Who was to say that Doar’s explanation wasn’t remotely possible? Certainly
the sightings of UFOs in such copious numbers beginning on June 24, 1947,
coincided with the beginning of the Cold War and the furious race between the
Western democracies and Communism to develop and deploy atomic and hydrogen
weapons.
Doar’s short story accomplished what science fiction did best – blurred the
borders between science and fiction vis-à-vis Gernsback’s own principle so
that audiences were left to ponder where truth ended and fantasy began. This is
precisely what Orson Welles and the Mercury Theatre players had so completely
achieved on Halloween Eve, 1938, when those clearly defined and delineated
boundaries were kicked out from under listeners and the audience was left to
come to their own conclusions.
Doar’s story, “The Outer Limit” served as the pilot episode for one of the
earliest adult science fiction series on television, Out There (October 28,
1951), and “The Outer Limit” was also successfully dramatized several times
on radio in the 1950s: Escape (February 7, 1950), Dimension X (April 8, 1950),
Suspense (February 15, 1954) and X Minus One (November 16, 1955).

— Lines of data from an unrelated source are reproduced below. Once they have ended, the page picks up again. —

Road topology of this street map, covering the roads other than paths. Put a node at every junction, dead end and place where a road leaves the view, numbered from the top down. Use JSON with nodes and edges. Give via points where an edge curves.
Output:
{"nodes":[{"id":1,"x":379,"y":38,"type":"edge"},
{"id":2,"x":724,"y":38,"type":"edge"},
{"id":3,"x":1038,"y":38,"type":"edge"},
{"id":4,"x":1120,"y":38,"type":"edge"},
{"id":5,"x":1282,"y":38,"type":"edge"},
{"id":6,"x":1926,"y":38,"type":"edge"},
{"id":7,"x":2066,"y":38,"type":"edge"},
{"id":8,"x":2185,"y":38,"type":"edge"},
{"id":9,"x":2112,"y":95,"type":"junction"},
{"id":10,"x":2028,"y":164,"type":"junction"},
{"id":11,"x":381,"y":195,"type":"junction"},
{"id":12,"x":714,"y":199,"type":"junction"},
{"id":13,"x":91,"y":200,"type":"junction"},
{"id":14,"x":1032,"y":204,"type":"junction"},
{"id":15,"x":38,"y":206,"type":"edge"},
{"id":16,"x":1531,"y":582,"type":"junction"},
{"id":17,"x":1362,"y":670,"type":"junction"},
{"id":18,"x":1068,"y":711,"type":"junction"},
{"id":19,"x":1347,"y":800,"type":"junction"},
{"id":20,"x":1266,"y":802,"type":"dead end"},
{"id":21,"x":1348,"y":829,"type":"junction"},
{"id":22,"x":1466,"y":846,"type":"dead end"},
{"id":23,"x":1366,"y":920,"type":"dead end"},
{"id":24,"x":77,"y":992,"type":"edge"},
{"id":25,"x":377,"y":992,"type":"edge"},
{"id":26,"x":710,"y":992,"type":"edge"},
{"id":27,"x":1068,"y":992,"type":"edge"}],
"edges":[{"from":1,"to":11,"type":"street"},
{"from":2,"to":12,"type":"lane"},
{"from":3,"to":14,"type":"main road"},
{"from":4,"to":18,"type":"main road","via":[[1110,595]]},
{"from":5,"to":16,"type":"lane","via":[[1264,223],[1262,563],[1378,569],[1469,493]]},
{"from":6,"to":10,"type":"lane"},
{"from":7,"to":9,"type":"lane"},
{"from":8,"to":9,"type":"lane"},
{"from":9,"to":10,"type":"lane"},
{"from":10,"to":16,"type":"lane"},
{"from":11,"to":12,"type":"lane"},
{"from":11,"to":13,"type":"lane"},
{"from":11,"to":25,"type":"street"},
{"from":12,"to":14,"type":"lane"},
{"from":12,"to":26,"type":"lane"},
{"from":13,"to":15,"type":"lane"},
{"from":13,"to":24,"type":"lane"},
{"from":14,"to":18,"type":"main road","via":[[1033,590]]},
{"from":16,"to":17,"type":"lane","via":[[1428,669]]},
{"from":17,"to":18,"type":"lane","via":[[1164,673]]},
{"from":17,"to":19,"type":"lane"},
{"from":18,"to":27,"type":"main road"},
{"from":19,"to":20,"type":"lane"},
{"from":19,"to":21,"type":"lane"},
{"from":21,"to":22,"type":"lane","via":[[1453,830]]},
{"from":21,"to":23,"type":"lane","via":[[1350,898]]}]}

Indeed, Dimension X, one of the earliest adult-oriented science fiction series
on radio, elected to use “The Outer Limit” as its premiere episode. The
series often adapted the works of well-known science fiction writers, such as
Ray Bradbury, Kurt Vonnegut, Murray Leinster, Donald Wolheim, Isaac Asimov,
Robert Heinlein and Jack Williamson, and at other times in-house writers Ernest
Kinoy and George Lefferts would contribute an original story, and Dimension X
was likely one of the series David Kyle had in mind when he wrote of radio in A
Pictorial History of Science Fiction:
There was another medium which was much more successful in communicating the
essence of science fiction—radio. Here the listener could collaborate with the
writer and build “in the theatre of the mind” the marvelous stories of any
time and any space. The two ingredients which made genuine science fiction—the
sense of wonder which is the true artistic expression of sf and the fresh
intellectual ideas related to scientific theorizing—were just being achieved
in radio when technology begat another medium (125).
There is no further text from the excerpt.